Once the pictures are removed, restate the data below word for word.

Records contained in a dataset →
BEGIN
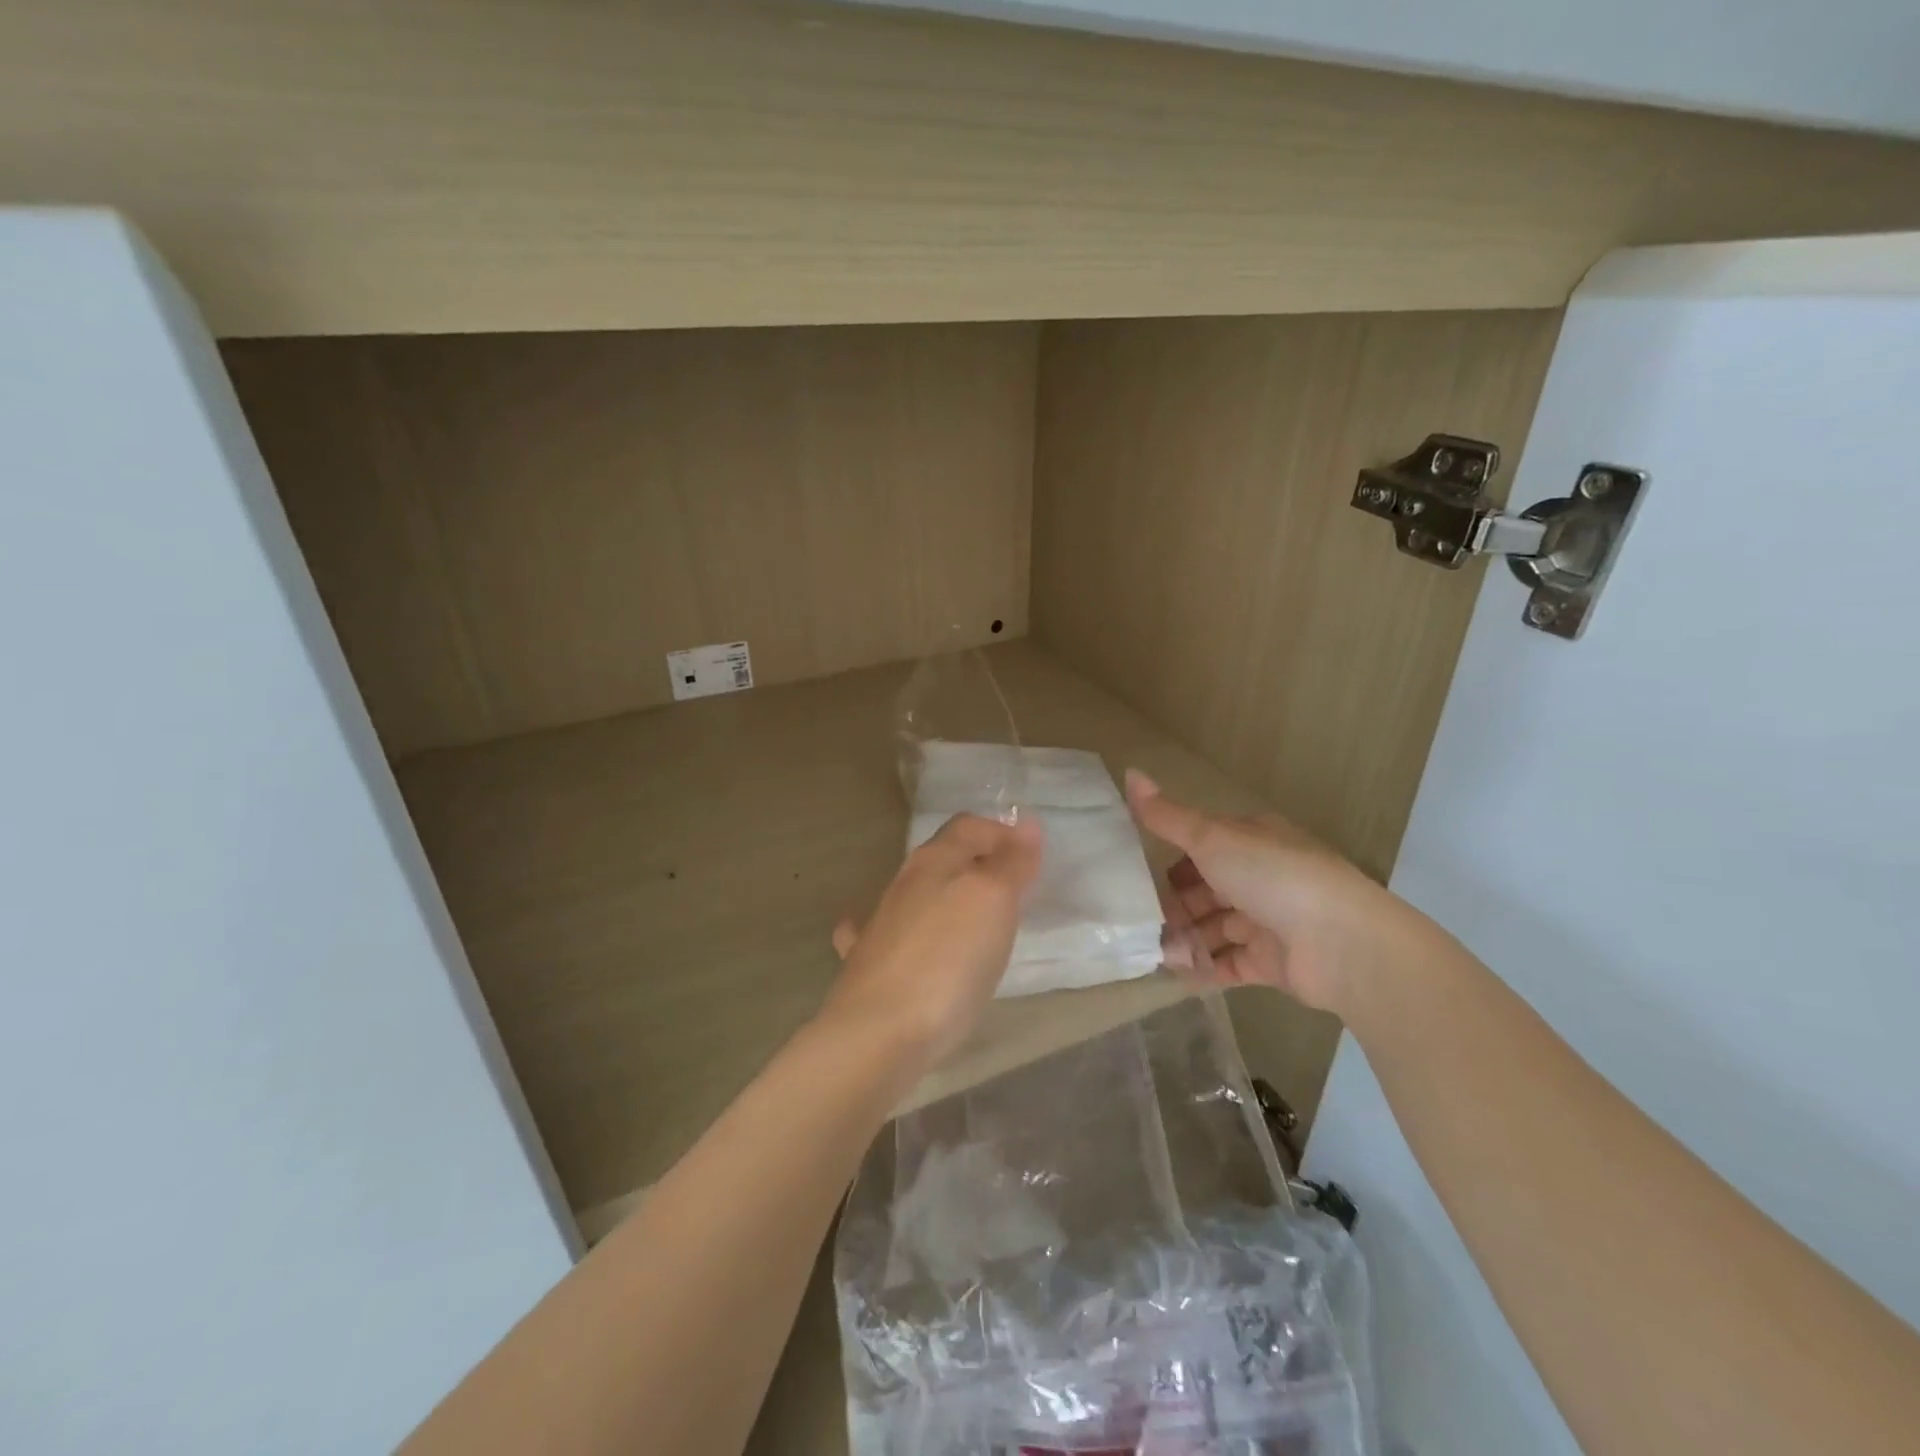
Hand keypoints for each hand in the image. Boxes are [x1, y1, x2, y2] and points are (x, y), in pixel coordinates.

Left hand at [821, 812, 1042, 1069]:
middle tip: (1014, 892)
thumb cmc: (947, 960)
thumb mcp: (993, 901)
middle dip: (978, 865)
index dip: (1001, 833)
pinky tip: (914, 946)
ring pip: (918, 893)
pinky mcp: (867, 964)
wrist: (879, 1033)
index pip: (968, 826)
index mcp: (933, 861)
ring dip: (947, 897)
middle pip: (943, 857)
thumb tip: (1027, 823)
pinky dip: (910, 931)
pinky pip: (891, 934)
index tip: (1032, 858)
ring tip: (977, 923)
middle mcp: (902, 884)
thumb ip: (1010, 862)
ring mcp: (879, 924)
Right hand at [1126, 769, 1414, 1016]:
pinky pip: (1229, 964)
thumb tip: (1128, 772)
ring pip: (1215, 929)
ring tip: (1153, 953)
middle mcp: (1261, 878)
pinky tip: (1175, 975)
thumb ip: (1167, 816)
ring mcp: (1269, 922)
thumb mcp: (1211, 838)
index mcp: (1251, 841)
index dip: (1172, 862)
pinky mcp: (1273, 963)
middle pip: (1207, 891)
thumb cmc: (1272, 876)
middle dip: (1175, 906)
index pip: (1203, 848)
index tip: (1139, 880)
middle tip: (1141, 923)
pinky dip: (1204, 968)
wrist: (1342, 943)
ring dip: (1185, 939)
END
Worked solution →
Hand keypoints for each hand in the image. Boxes are [x1, y1, x2, y2] and points are (x, y), in pixel coordinates.

Left hand at [821, 812, 1042, 1069]:
middle tip: (1014, 892)
thumb cmc: (947, 960)
thumb mcp: (993, 901)
middle dip: (978, 865)
index dip: (1001, 833)
pinky tip: (914, 946)
ring pip: (918, 893)
pinky mcp: (867, 964)
wrist: (879, 1033)
index pip: (968, 826)
index mcp: (933, 861)
ring dip: (947, 897)
middle pip: (943, 857)
thumb tip: (1027, 823)
pinky dip: (910, 931)
pinky pip: (891, 934)
index tip: (1032, 858)
ring tip: (977, 923)
middle mcp: (902, 884)
thumb ip: (1010, 862)
ring mcp: (879, 924)
Right hand at [1126, 769, 1414, 1016]:
pinky pip: (1229, 964)
thumb tip: (1128, 772)
ring pip: (1215, 929)
ring tip: (1153, 953)
middle mcp: (1261, 878)
pinky tip: (1175, 975)
thumb ip: (1167, 816)
ring mcp: (1269, 922)
thumb mcp: (1211, 838)
index mcp: (1251, 841)
index dip: (1172, 862)
pinky mcp: (1273, 963)
middle pip: (1207, 891)
thumb cmc: (1272, 876)
middle dip: (1175, 906)
index pip: (1203, 848)
index tip: (1139, 880)
middle tip: (1141, 923)
pinky dip: (1204, 968)
wrist: (1342, 943)
ring dip: (1185, 939)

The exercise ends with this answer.